Вечером 10 апреля состоялось торжественное засе­дание Государственной комиссии. От технического руко­водителя пуска ждали, что он подробно расскажет о подготовке корабля и носителя, о комплексных испы­таниях. Неприятности были, и еще накануне СП в до­вольно резких выражениях отчитывал и рядовых инже­неров, и главных конструкторов. Несколько раз звучало знаменитое королёвское: «Отправлю в Москву по шпа­лам!» Да, сейчас ему представлялась прекрасная воз­можность детально проанализировать все сбои в под­готовке к пуску и, невзирая на звание и положение, пуб­лично «дать перцу» всем, кто в предстартовые дни до­ставил немало неприятных минут Госкомиссии.

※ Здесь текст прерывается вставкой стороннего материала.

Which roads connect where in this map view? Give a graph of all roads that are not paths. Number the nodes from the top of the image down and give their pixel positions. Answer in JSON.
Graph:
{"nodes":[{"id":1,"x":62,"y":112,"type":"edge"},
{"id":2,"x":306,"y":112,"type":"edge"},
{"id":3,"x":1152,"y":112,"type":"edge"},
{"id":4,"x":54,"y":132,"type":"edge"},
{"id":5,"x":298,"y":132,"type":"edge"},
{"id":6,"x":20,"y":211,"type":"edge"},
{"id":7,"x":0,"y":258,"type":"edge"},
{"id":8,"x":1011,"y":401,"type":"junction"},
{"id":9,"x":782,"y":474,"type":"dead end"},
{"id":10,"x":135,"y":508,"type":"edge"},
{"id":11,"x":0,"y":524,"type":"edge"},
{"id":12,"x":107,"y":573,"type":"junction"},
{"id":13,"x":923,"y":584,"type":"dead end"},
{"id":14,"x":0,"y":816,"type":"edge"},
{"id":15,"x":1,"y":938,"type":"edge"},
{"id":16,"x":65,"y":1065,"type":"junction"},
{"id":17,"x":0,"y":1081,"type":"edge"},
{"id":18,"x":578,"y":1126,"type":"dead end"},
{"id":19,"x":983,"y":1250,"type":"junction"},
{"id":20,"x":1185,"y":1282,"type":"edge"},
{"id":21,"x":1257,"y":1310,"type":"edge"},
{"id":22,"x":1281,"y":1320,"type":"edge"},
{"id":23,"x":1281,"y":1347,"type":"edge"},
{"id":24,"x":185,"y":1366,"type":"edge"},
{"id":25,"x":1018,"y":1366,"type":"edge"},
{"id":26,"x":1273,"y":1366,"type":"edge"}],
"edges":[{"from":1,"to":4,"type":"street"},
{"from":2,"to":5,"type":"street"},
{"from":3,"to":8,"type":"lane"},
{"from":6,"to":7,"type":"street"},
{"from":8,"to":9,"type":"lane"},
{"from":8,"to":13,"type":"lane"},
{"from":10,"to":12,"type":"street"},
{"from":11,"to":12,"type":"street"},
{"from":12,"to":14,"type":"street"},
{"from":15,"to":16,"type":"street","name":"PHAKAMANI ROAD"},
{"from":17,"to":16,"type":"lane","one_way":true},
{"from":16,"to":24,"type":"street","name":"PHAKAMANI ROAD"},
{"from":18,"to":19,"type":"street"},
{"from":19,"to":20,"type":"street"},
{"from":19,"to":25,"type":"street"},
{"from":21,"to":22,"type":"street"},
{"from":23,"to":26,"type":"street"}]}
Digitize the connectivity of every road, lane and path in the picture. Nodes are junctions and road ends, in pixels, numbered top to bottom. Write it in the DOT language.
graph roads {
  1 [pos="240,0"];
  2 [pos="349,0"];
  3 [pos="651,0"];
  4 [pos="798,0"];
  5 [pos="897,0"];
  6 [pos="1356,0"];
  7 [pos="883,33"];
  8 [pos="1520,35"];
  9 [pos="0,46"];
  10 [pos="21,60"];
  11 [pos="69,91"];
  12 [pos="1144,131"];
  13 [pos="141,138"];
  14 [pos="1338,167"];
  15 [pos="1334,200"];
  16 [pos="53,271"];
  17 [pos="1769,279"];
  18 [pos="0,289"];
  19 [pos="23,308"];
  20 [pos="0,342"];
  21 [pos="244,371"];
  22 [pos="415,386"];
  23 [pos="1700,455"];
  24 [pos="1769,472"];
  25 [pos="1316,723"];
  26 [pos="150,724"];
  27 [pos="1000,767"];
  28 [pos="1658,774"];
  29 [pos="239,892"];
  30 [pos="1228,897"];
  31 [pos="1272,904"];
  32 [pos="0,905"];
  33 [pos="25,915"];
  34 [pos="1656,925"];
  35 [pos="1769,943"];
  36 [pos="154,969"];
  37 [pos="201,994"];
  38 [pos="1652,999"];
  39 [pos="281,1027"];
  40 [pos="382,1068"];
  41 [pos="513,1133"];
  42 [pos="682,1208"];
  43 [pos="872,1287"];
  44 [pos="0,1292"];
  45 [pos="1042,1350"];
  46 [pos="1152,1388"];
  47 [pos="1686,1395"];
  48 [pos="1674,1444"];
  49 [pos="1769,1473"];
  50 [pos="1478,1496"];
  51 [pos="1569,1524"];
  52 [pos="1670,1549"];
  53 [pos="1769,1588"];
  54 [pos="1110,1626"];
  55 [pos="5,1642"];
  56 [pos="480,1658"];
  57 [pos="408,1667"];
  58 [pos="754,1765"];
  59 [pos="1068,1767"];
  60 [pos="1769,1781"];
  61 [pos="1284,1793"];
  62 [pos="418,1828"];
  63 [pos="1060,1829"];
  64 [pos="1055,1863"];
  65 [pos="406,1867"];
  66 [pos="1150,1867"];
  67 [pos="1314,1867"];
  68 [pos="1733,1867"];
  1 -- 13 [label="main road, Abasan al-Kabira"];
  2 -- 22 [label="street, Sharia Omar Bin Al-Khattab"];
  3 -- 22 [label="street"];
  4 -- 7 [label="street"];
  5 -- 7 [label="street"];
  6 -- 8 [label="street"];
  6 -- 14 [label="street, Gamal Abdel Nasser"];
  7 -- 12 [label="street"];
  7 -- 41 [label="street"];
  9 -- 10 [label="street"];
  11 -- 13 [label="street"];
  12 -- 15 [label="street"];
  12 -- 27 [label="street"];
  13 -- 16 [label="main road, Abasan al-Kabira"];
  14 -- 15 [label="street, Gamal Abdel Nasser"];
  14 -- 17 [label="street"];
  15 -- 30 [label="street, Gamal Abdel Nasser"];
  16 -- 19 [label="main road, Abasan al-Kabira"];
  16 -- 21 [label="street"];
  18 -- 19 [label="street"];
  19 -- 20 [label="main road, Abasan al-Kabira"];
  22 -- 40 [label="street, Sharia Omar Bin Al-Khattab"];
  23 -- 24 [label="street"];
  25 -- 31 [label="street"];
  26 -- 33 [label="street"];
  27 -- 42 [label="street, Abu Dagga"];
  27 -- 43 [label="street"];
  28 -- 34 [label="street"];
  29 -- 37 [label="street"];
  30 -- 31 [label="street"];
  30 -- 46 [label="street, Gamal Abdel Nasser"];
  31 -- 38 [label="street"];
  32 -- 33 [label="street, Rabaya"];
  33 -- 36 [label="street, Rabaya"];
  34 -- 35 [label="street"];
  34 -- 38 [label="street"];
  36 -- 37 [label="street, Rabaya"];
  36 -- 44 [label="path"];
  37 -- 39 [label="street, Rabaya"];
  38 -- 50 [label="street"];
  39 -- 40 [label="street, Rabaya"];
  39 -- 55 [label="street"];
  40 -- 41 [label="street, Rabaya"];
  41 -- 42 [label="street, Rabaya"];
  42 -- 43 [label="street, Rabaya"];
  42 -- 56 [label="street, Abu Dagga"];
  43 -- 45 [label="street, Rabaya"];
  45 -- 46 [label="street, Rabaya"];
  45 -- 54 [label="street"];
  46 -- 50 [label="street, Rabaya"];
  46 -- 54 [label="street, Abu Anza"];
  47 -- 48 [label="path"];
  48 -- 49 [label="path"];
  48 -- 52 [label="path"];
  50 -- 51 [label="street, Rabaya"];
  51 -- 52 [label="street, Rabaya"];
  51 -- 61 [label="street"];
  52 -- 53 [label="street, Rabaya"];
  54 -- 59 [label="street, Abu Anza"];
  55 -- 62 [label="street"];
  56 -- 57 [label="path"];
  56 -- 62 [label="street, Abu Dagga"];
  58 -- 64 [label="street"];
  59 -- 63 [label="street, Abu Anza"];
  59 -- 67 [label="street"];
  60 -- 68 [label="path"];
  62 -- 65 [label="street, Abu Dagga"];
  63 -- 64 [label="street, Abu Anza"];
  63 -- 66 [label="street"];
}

Сам Сергей Павлович готовился к таким заседаниям тщательно, считая их необходимыми, потому что здесь, в комнате, собирались все, кто имел отношение к пус­ку. «Наше дело коллективное, – часто повторял он, – и каждая ошибка не должна замалчиваться. Будем раз­бираться вместе…» И что греха таить, заседания Гос­комиссии продолжались долго, причем Сергей Павло­вич никогда не прерывал выступающих, даже если что-то не нравилось в их докладах или их выводы были не­верны. На стартовой площадке Королев становился иным: резко отдавал распоряжения, не терпел «дис­куссий», требовал кратких и четких ответов на свои воп­росы.

И вот теперь председатель предоставил ему слово…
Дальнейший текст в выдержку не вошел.